EXERCISE OBJECTIVE | Give the number of lines in the records below that include the word "Right", and add nothing to it.
[INPUT DATA Boundary: Start]
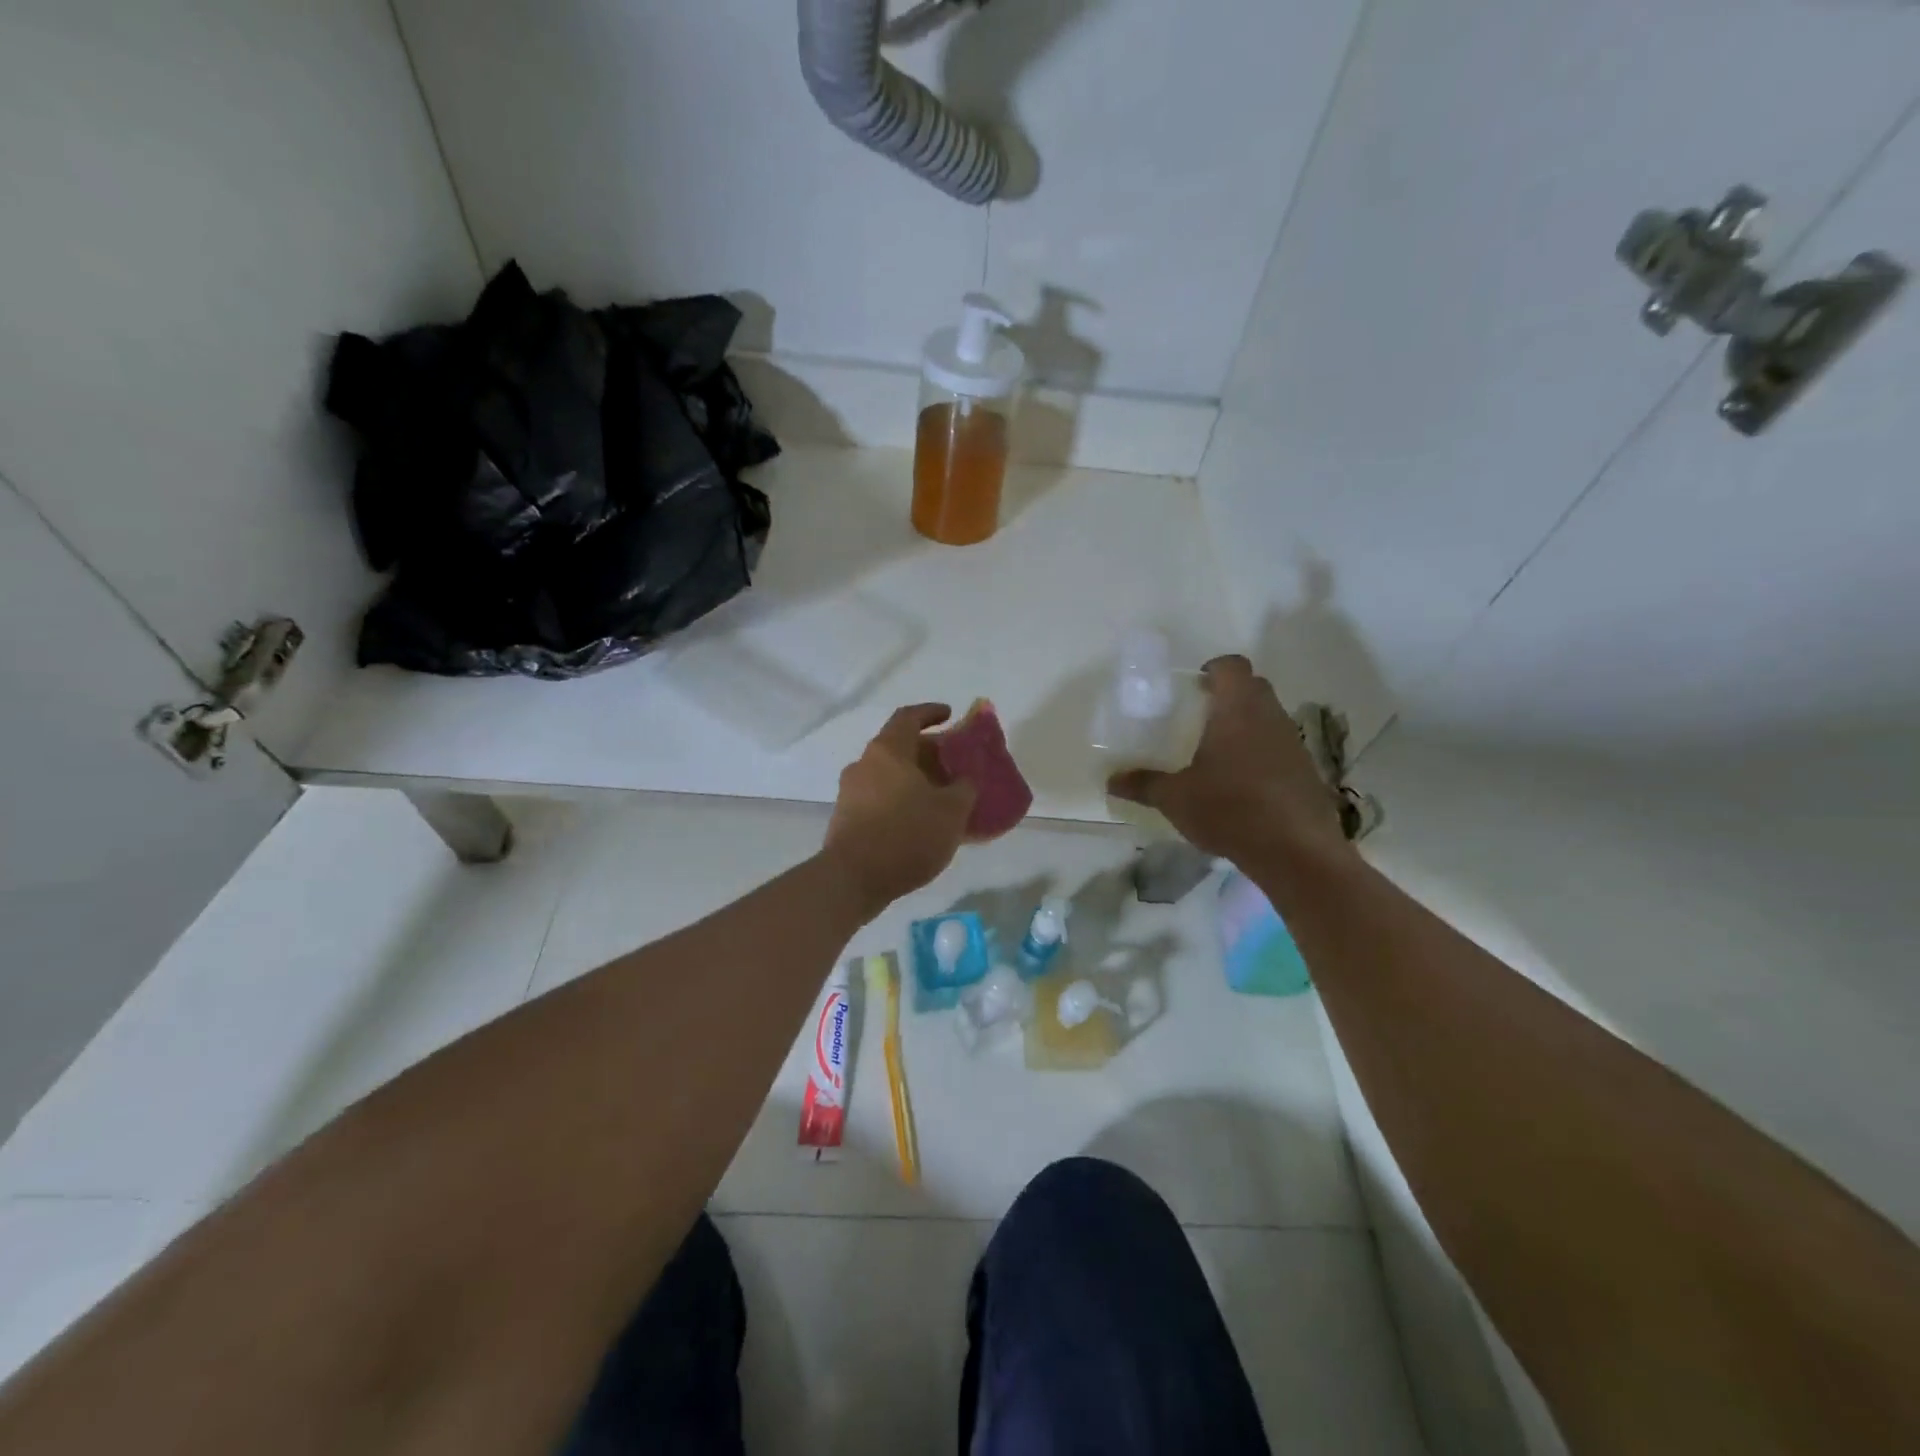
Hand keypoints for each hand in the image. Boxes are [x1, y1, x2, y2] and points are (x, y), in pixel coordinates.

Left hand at [824, 704, 977, 912]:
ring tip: (940, 797)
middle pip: (899, 747)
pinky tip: (919, 823)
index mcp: (888, 751)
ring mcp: (850, 792)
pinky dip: (901, 801)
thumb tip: (965, 779)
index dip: (931, 712)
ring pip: (888, 775)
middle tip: (953, 766)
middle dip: (928, 753)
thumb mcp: (951, 811)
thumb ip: (964, 788)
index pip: (909, 717)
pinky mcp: (846, 818)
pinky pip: (879, 798)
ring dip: (914, 780)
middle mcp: (864, 764)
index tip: (950, 715)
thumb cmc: (906, 834)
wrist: (852, 879)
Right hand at [1108, 656, 1353, 870]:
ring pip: (1269, 718)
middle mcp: (1270, 717)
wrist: (1295, 852)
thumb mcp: (1175, 798)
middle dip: (1229, 694)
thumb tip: (1110, 781)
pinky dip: (1262, 753)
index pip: (1232, 666)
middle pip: (1254, 687)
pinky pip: (1280, 748)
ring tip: (1218, 751)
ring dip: (1247, 724)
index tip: (1195, 684)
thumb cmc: (1230, 809)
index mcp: (1238, 710)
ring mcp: (1294, 744)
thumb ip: (1143, 784)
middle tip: (1200, 714)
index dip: (1214, 668)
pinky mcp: (1307, 771)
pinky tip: (1242, 783)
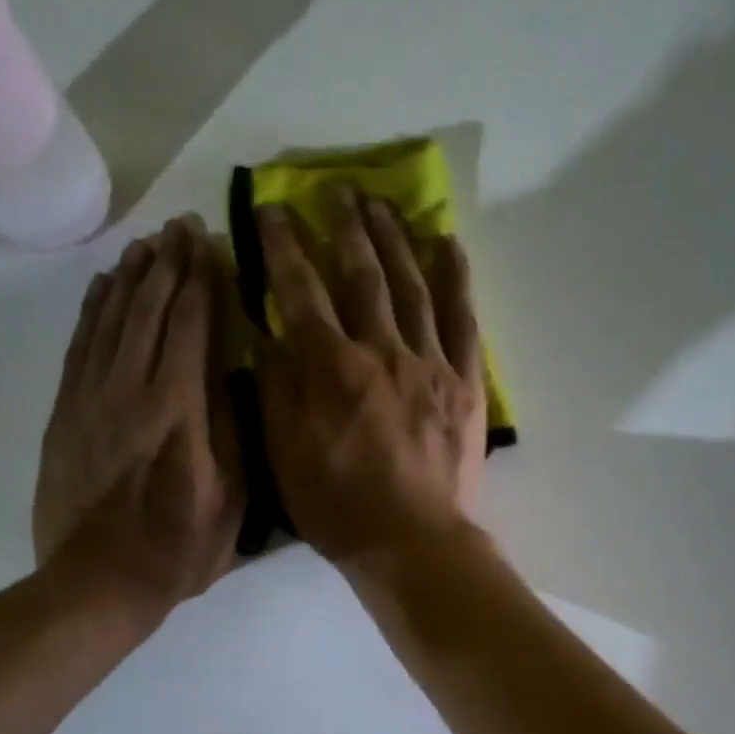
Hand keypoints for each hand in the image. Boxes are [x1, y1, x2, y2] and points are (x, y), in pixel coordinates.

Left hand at [33, 216, 241, 612]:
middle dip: (168, 264)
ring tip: (147, 243)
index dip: (201, 281)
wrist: (99, 581)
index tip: (209, 242)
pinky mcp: (65, 411)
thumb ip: (232, 431)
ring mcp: (91, 398)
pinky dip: (93, 309)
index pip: (192, 328)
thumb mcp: (232, 499)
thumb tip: (234, 375)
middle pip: (150, 311)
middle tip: (181, 226)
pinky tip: (105, 287)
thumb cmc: (179, 548)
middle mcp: (132, 391)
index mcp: (180, 411)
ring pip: (112, 320)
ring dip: (131, 277)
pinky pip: (80, 345)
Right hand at [256, 188, 486, 564]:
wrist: (413, 542)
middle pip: (361, 276)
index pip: (300, 292)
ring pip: (411, 286)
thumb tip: (269, 333)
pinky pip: (463, 319)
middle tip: (337, 190)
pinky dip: (456, 279)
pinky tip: (448, 245)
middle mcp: (380, 352)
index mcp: (330, 370)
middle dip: (345, 228)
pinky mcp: (465, 382)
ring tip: (384, 203)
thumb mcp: (284, 455)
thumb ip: (276, 389)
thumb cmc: (339, 508)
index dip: (284, 246)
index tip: (274, 209)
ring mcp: (429, 364)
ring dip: (395, 239)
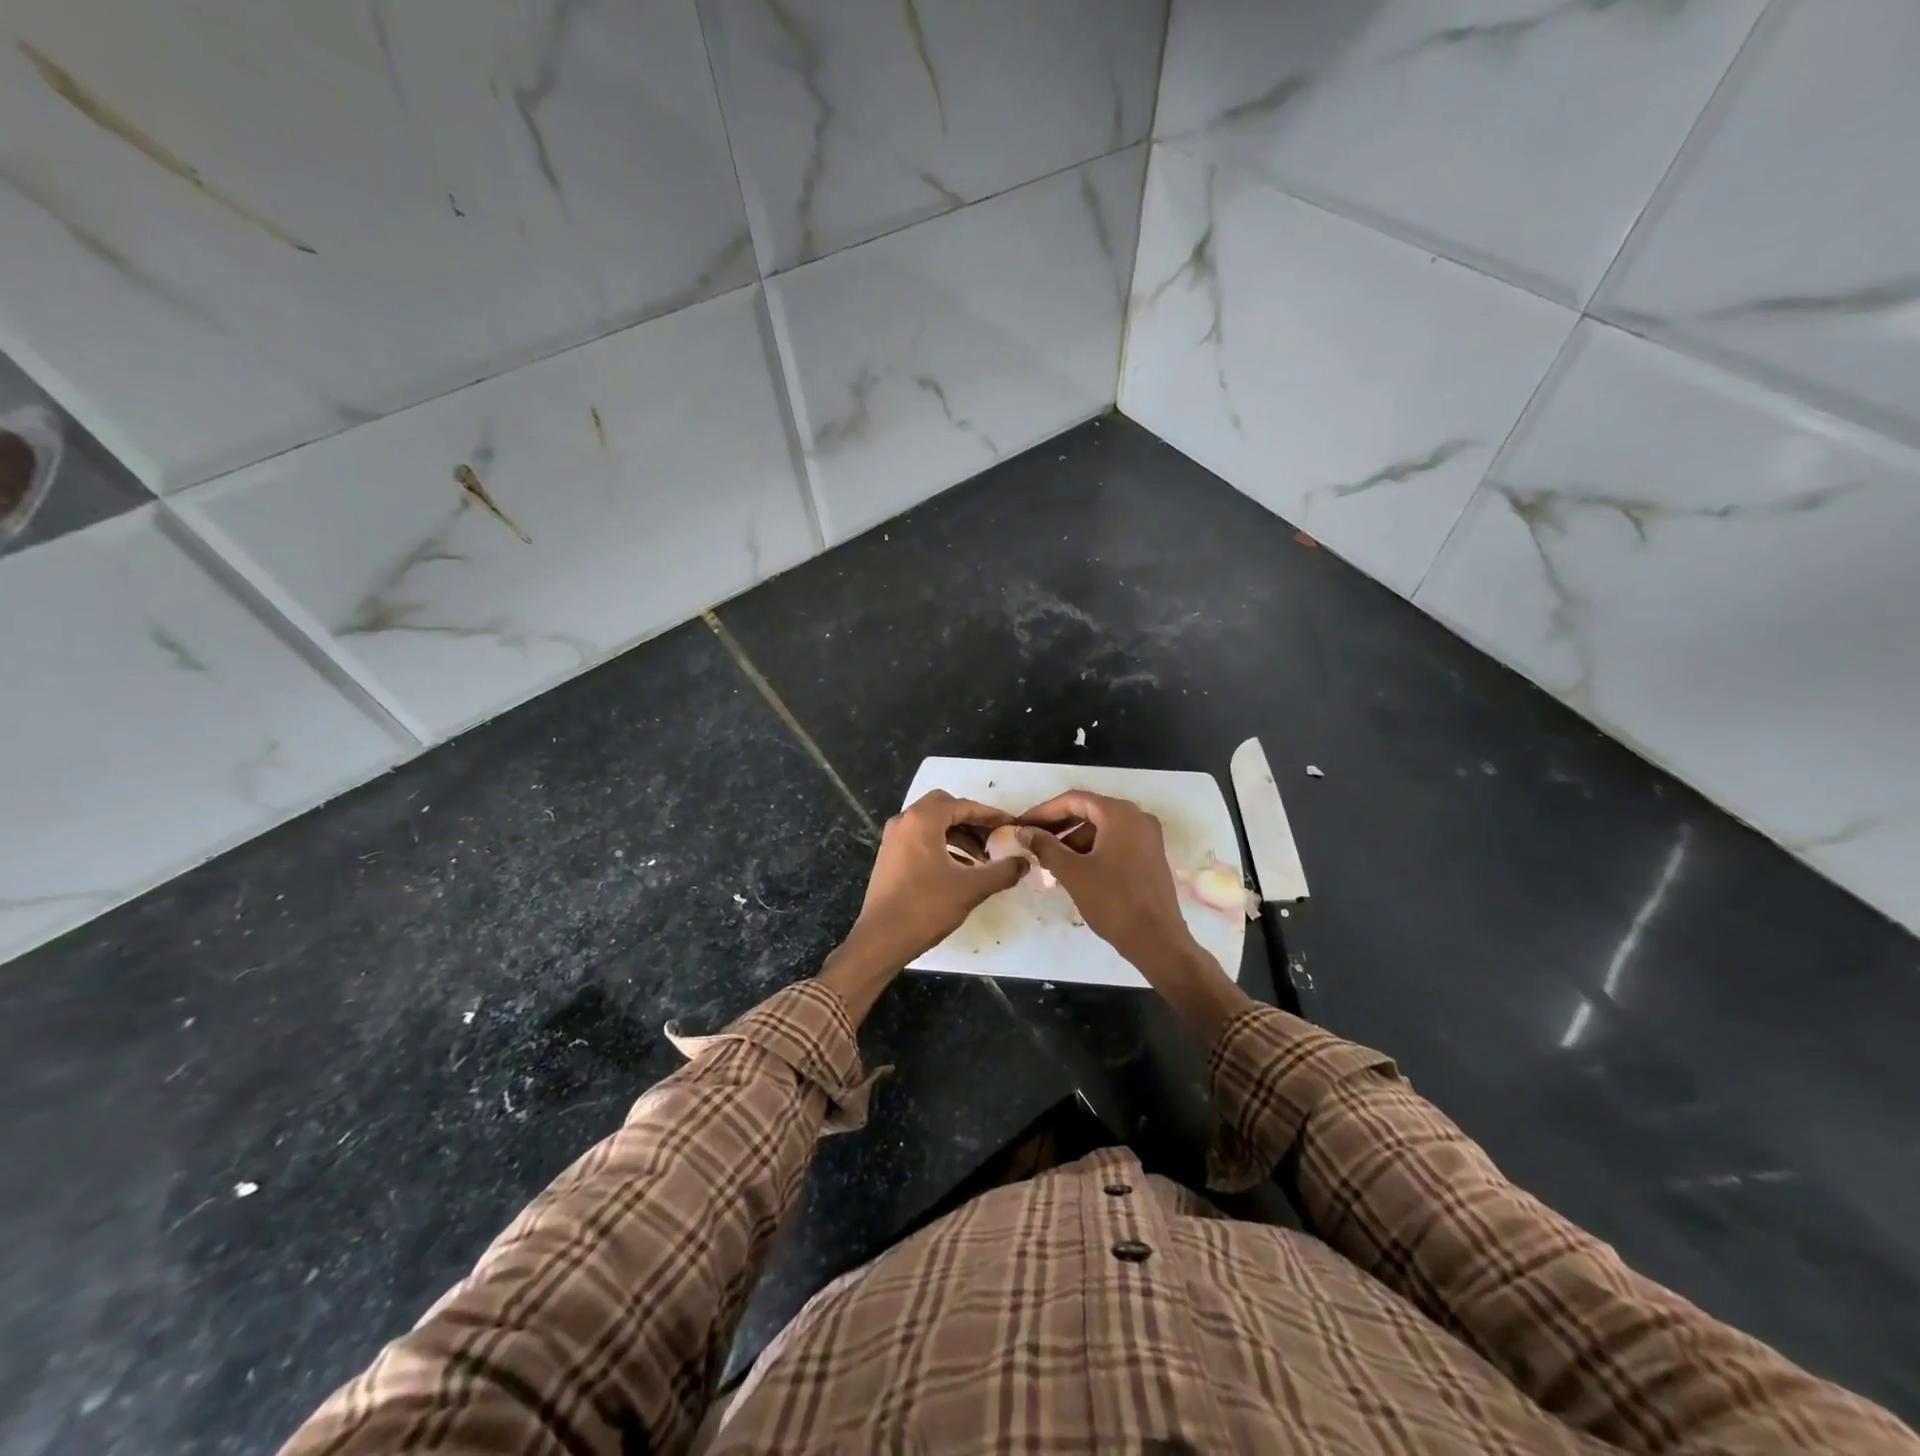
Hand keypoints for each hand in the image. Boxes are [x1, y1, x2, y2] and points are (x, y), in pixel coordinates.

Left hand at [821, 791, 1025, 1021]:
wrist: (881, 939)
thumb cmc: (926, 907)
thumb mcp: (971, 888)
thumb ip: (1002, 871)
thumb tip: (1024, 862)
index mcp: (922, 820)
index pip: (963, 805)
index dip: (990, 815)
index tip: (1012, 825)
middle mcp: (904, 821)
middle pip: (945, 808)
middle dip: (972, 821)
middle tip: (995, 838)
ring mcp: (893, 839)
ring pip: (932, 825)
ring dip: (959, 835)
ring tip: (982, 858)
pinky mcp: (889, 856)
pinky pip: (921, 839)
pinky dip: (942, 846)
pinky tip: (960, 869)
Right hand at [1017, 791, 1251, 1041]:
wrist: (1157, 940)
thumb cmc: (1113, 901)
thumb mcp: (1073, 872)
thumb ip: (1045, 846)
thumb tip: (1023, 831)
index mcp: (1120, 814)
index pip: (1074, 800)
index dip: (1043, 811)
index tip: (1021, 825)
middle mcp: (1137, 817)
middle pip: (1089, 811)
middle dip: (1058, 825)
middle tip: (1031, 841)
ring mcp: (1147, 837)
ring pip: (1101, 828)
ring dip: (1073, 839)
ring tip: (1048, 859)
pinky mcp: (1149, 855)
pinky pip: (1114, 842)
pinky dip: (1091, 849)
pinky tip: (1072, 868)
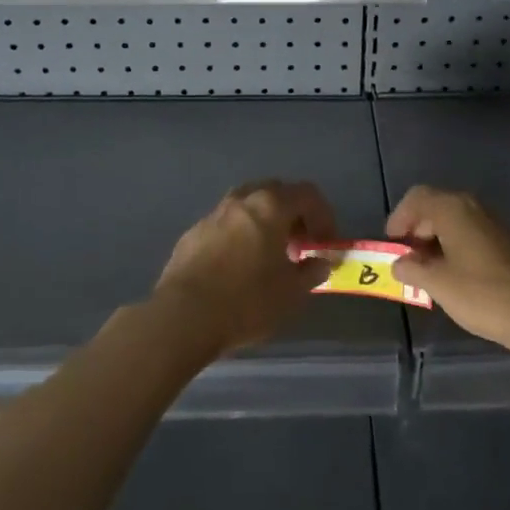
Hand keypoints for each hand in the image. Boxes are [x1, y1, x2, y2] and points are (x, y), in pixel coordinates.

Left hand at [152, 180, 336, 356]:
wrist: (183, 317)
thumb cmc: (247, 301)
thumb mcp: (292, 293)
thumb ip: (312, 272)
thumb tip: (321, 262)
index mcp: (270, 206)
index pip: (308, 194)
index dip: (324, 216)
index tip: (326, 243)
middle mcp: (241, 201)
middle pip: (275, 193)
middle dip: (292, 214)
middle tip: (299, 245)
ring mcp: (212, 215)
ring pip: (246, 207)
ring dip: (263, 223)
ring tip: (269, 256)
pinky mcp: (191, 235)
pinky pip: (224, 226)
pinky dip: (238, 236)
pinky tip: (237, 267)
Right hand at [387, 186, 509, 353]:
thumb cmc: (481, 293)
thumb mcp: (437, 283)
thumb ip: (412, 269)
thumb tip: (399, 263)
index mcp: (452, 209)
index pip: (416, 198)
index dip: (399, 218)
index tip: (392, 245)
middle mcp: (471, 207)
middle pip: (434, 207)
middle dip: (415, 230)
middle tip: (406, 259)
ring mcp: (490, 223)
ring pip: (452, 221)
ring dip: (434, 240)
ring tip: (426, 271)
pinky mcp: (503, 241)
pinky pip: (468, 233)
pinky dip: (453, 247)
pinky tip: (451, 275)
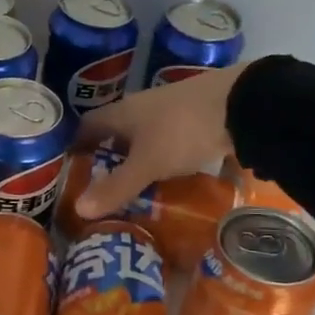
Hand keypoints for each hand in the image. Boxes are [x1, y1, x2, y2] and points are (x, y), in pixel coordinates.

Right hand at [73, 64, 244, 217]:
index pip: (89, 125)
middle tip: (102, 189)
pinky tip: (170, 178)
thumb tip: (77, 210)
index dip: (78, 146)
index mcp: (123, 112)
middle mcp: (143, 107)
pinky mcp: (197, 119)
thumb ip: (116, 187)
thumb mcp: (147, 164)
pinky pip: (170, 142)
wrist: (242, 104)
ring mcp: (172, 112)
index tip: (73, 171)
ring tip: (135, 190)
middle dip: (109, 158)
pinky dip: (164, 160)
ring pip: (145, 138)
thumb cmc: (183, 130)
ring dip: (138, 160)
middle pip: (117, 132)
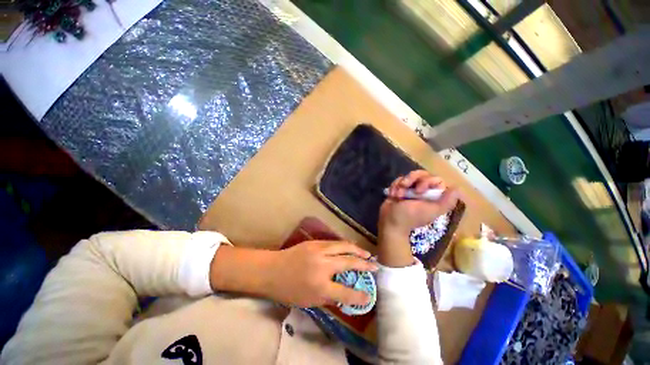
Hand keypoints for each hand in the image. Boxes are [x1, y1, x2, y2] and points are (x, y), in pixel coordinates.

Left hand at [265, 240, 377, 307]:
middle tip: (375, 266)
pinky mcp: (315, 242)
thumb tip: (346, 292)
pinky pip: (334, 243)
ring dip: (357, 250)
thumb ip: (329, 296)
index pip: (346, 291)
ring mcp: (319, 250)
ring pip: (344, 246)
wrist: (272, 270)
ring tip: (367, 254)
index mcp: (320, 286)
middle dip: (365, 264)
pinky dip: (345, 246)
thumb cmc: (288, 290)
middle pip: (349, 262)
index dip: (360, 295)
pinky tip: (350, 248)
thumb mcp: (309, 301)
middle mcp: (322, 266)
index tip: (370, 295)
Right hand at [378, 170, 458, 266]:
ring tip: (397, 195)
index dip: (426, 181)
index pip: (435, 179)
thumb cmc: (410, 217)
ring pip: (408, 176)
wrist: (390, 222)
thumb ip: (446, 202)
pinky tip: (392, 195)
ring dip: (400, 184)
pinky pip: (398, 180)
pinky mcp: (399, 189)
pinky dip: (394, 186)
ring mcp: (410, 189)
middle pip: (420, 174)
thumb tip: (457, 189)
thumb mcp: (430, 211)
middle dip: (410, 179)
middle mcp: (423, 191)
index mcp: (433, 196)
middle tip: (404, 187)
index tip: (419, 191)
[INPUT DATA Boundary: End]
RESPONSE AREA | 6